**Assignment:**
Among the lines below, copy each one in which "PAOLO" appears.
********************
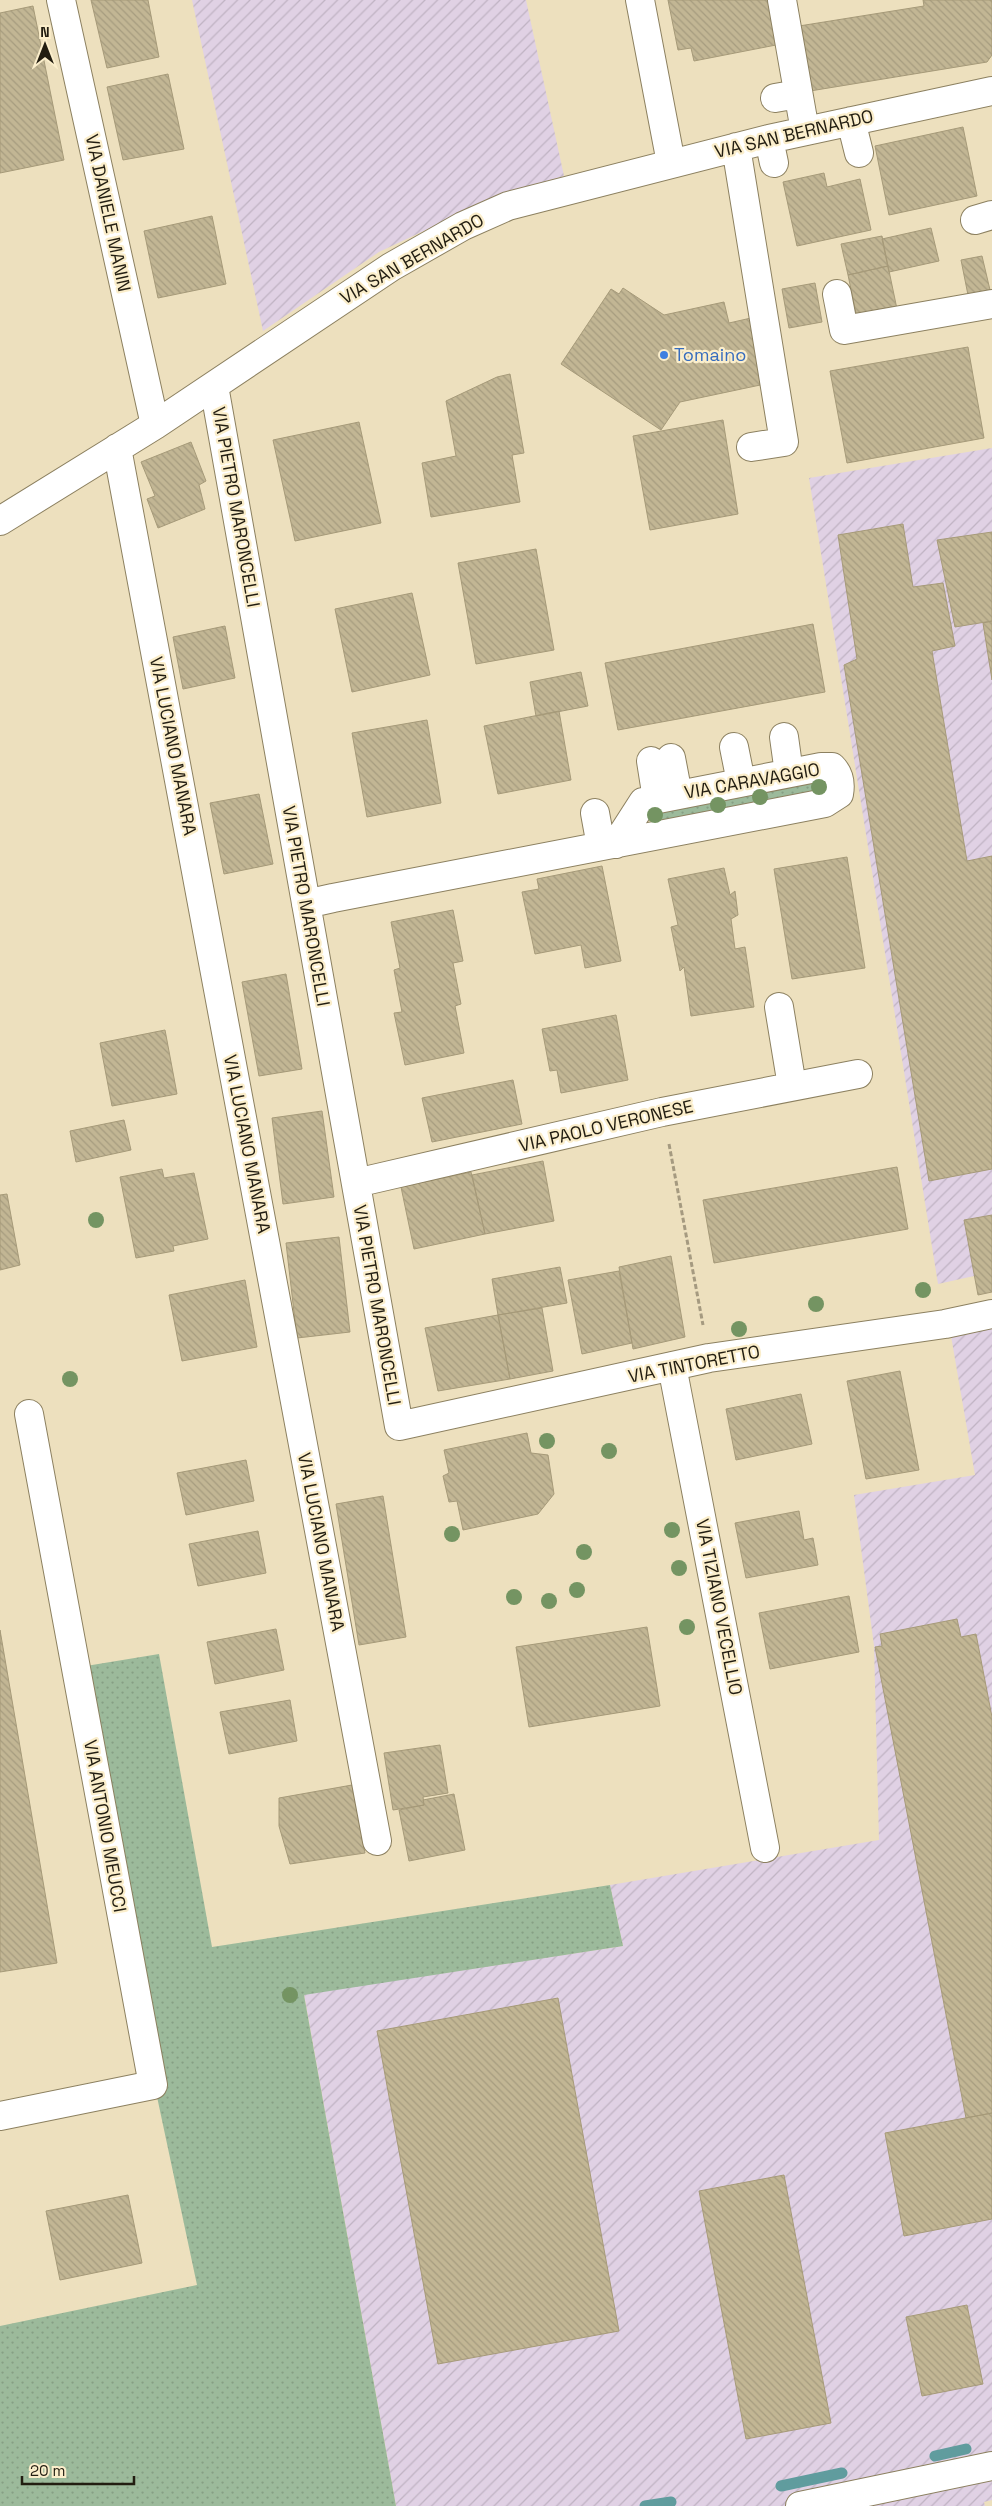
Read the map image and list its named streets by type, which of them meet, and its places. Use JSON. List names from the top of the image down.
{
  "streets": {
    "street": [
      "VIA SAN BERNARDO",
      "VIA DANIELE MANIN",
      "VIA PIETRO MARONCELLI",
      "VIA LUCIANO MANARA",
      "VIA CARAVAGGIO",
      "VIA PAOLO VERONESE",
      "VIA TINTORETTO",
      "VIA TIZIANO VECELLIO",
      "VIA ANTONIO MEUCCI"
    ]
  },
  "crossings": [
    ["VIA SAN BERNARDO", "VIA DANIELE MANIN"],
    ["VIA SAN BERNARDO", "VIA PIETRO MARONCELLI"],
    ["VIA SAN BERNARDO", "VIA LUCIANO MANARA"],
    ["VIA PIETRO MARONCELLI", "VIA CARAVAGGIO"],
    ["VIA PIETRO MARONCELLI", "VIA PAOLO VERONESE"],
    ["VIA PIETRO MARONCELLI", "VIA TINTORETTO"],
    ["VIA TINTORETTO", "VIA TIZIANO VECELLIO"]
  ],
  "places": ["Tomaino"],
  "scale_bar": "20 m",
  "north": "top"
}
********************
**Response to this exercise:**
      "VIA PAOLO VERONESE",
    ["VIA PIETRO MARONCELLI", "VIA PAOLO VERONESE"],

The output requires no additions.